OA=B. Could we solve by algebra?

Target question: Is |x - y| > |x| - |y|?

Statement 1: y < x
Let's test some values.
There are several values of x and y that satisfy statement 1. Here are two:
Case a: x = 2 and y = 1. In this case, |x - y| = |2 - 1| = 1 and |x| - |y| = |2| - |1| = 1. So, the answer to the target question is NO, |x - y| is NOT greater than |x| - |y|
Case b: x = 2 and y = -1. In this case, |x - y| = |2 - (-1)| = 3 and |x| - |y| = |2| - |-1| = 1. So, the answer to the target question is YES, |x - y| IS greater than |x| - |y|
Since we cannot answer the target question with certainty, statement 1 is NOT SUFFICIENT

Statement 2: xy < 0
This tells us that one value (x or y) is positive, and the other value is negative. This sets up two possible cases:

Case a: x is positive and y is negative.
So, we're taking a positive value (x) and subtracting a negative value (y). Doing so yields a positive value that is bigger than x.
In other words, we have: 0 < x < |x - y|

Now let's examine |x| - |y|
Since x is positive, we know that |x| = x
Since y ≠ 0, we know that 0 < |y|
So, |x| - |y| = x - |y| = some number less than x
In other words, |x| - |y| < x

When we combine the inequalities we get: |x| - |y| < x < |x - y|
In this case, the answer to the target question is YES, |x - y| IS greater than |x| - |y|


Case b: x is negative and y is positive.
Here, we're taking a negative value (x) and subtracting a positive value (y). Doing so yields a negative value that is less than x.
In other words, we have: x - y < x < 0 < |x|
Important: since the MAGNITUDE of x - y is greater than the MAGNITUDE of x, we can write: |x| < |x - y|

Now let's examine |x| - |y|
Since x ≠ 0, we know that 0 < |x|
Since |x| is a positive number, we know that subtracting |y| (another positive value) will yield a number that is LESS THAN |x|
In other word, |x| - |y| < |x|

When we combine the inequalities we get: |x| - |y| < |x| < |x - y|
In this case, the answer to the target question is YES, |x - y| IS greater than |x| - |y|

In both possible cases, the answer to the target question is the same: YES, |x - y| IS greater than |x| - |y|
Since we can answer the target question with certainty, the combined statements are SUFFICIENT

Answer: B

Cheers,
Brent

hazelnut01 wrote: ↑

Tue Apr 25, 2017 12:31 am

Is |x - y| > |x| - |y|?

(1) y < x
(2) xy < 0

OA=B. Could we solve by algebra?

Solution:

Notice that x = (x - y) + y; thus, using the triangle inequality, we have:

|x| = |(x - y) + y| ≤ |x - y| + |y|

|x - y| ≥ |x| - |y|

This tells me that |x - y| can be greater than |x| - |y| or can be equal to |x| - |y|, but it can never be less than |x| - |y|. So, if I look for counter examples, I won’t waste time trying to look for numbers where |x - y| is less than |x| - |y|.

Statement One Alone:

If x > y, then x - y is positive; hence the given question reduces to “Is x - y > |x| - |y|?”. We immediately notice that if x and y are both positive, then |x| - |y| is equal to x - y. In this case, the answer to the question is no. We can, if we want, verify by letting x = 2 and y = 1.
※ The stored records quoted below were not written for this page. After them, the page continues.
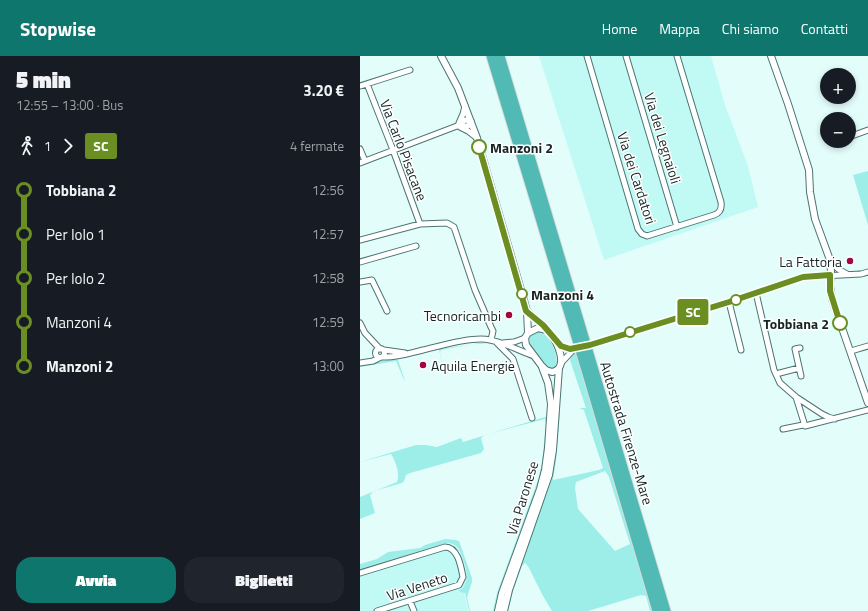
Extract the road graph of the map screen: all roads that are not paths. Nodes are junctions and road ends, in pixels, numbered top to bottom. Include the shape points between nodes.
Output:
1 (441, 56) edge
2 (491, 56) edge
3 (500, 56) edge
4 (587, 56) edge
5 (626, 56) edge
6 (677, 56) edge
7 (771, 56) edge
8 (410, 70) dead end
9 (367, 84) junction
10 (360, 86) edge
11 (465, 105) junction
12 (471, 121) junction
13 (458, 126) junction
14 (868, 130) edge
15 (856, 134) edge
16 (477, 138) junction
17 (360, 149) edge
18 (393, 150) junction
19 (362, 162) edge
20 (420, 224) junction
21 (677, 227) junction
22 (360, 240) edge
23 (416, 246) dead end
24 (830, 260) junction
25 (360, 262) edge
26 (868, 272) edge
27 (830, 275) junction
28 (848, 275) junction
29 (360, 282) edge
30 (756, 293) junction
31 (729, 302) junction
32 (526, 311) junction
33 (387, 312) dead end
34 (360, 323) edge
35 (548, 331) junction
36 (527, 336) junction
37 (554, 339) junction
38 (493, 341) junction
39 (502, 344) junction
40 (590, 345) dead end
41 (868, 346) edge
42 (800, 348) dead end
43 (380, 350) junction
44 (741, 350) dead end
45 (522, 351) junction
46 (851, 351) junction
47 (406, 353) junction
48 (534, 356) junction
49 (381, 357) junction
50 (513, 358) junction
51 (562, 362) junction
52 (360, 363) edge
53 (541, 365) junction
54 (559, 368) junction
55 (799, 368) junction
56 (776, 374) junction
57 (801, 376) dead end
58 (796, 397) junction
59 (868, 404) edge
60 (868, 410) edge
61 (532, 418) dead end
62 (835, 419) junction
63 (803, 425) junction
64 (783, 429) dead end
65 (360, 573) edge
66 (410, 601) junction
67 (377, 611) edge
68 (414, 611) edge
69 (498, 611) edge
70 (504, 611) edge
71 (657, 611) edge
72 (666, 611) edge

1 - 11 street
2 - 71 highway, Autostrada Firenze-Mare
3 - 72 highway, Autostrada Firenze-Mare
4 - 21 street, Via dei Cardatori via 639,232 647,236
5 - 21 street, Via dei Legnaioli
6 - 21 street, Via dei Cardatori via 722,206 714,216
7 - 24 street via 809,170 815,219
8 - 9 street
9 - 10 street
9 - 18 street, Via Carlo Pisacane
11 - 12 street
11 - 13 street
12 - 13 street via 468,126
12 - 16 street
13 - 16 street
13 - 18 street
14 - 15 street
16 - 32 street
17 - 19 street
18 - 19 street
18 - 20 street, Via Carlo Pisacane
20 - 22 street
20 - 38 street via 447,223 454,227 475,290 493,331
23 - 25 street
24 - 27 street
24 - 28 street
26 - 28 street
27 - 28 street
27 - 30 street via 803,277
27 - 46 street via 832,299
29 - 33 street via 372,280
30 - 31 street
30 - 56 street
31 - 40 street
31 - 44 street
32 - 35 street
32 - 36 street
34 - 43 street
35 - 36 street via 538,328
35 - 37 street
36 - 39 street
36 - 48 street, Via Paronese via 526,345
37 - 51 street
37 - 51 street via 566,349 575,348
38 - 39 street
38 - 47 street via 474,340
38 - 50 street
39 - 45 street
41 - 46 street
42 - 55 street via 795,349
43 - 47 street
43 - 49 street via 385,353
43 - 49 street via 376,355
43 - 52 street
45 - 48 street
45 - 50 street
46 - 59 street
47 - 49 street via 400,356
48 - 53 street, Via Paronese
49 - 52 street
50 - 61 street
51 - 54 street
53 - 54 street via 552,372
53 - 69 street, Via Paronese via 548,383 551,404 546,464 540,489 502,593
54 - 70 street, Via Paronese via 549,475
55 - 56 street
55 - 57 street
56 - 58 street via 784,387
58 - 62 street via 822,414
58 - 63 street
60 - 62 street
62 - 63 street
63 - 64 street
65 - 66 street, Via Veneto via 445,547 456,552 462,573 459,585
66 - 67 street, Via Veneto
66 - 68 street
If x and y are not both positive (which is only possible when x is positive but y is negative), then we have: “Is x - y > x - (-y)?” The inequality simplifies to “Is -y > y?”. Since y is negative, the answer to this question is yes. Again we can verify by taking values such as x = 2 and y = -1.

Statement one alone is not sufficient.

Statement Two Alone:

Notice that the given information in statement two tells us that neither x nor y is zero, x and y are not equal and they have opposite signs. All we have to do is to consider the cases when x is positive and x is negative to find the answer.
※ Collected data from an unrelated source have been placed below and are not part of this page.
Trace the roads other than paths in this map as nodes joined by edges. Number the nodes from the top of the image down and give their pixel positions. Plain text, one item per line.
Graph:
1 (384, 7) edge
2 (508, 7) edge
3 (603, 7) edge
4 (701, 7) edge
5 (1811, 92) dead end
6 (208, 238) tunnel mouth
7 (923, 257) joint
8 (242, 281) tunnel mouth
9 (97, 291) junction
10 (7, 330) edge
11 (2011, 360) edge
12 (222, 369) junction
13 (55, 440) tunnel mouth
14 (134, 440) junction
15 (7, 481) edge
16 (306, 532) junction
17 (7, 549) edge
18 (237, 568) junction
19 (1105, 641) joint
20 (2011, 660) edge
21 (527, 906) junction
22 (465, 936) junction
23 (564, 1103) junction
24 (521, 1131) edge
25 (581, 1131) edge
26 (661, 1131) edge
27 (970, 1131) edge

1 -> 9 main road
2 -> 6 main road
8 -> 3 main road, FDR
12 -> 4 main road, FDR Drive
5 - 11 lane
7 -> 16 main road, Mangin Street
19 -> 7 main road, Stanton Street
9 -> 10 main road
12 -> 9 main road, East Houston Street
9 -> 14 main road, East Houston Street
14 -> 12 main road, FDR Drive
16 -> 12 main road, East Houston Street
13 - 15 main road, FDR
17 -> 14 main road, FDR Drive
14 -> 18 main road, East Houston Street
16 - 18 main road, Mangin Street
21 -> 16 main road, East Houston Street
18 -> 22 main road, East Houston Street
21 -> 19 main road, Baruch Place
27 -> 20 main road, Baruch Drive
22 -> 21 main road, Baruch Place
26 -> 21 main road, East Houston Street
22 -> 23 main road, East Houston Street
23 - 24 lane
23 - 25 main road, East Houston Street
If x is positive, then y is negative. Thus, the expression x - y is positive, and the question becomes:

Is x - y > x - (-y)?

Is -y > y?

Since y is negative, the answer is yes.

If x is negative, then y is positive. Thus, the expression x - y is negative, and the question becomes:

Is -(x - y) > -x - y?

Is -x + y > -x - y?

Is y > -y?

Since y is positive, the answer is again yes. We see that |x - y| > |x| - |y| is satisfied whenever xy < 0.

Thus, statement two is sufficient to answer the question.

Answer: B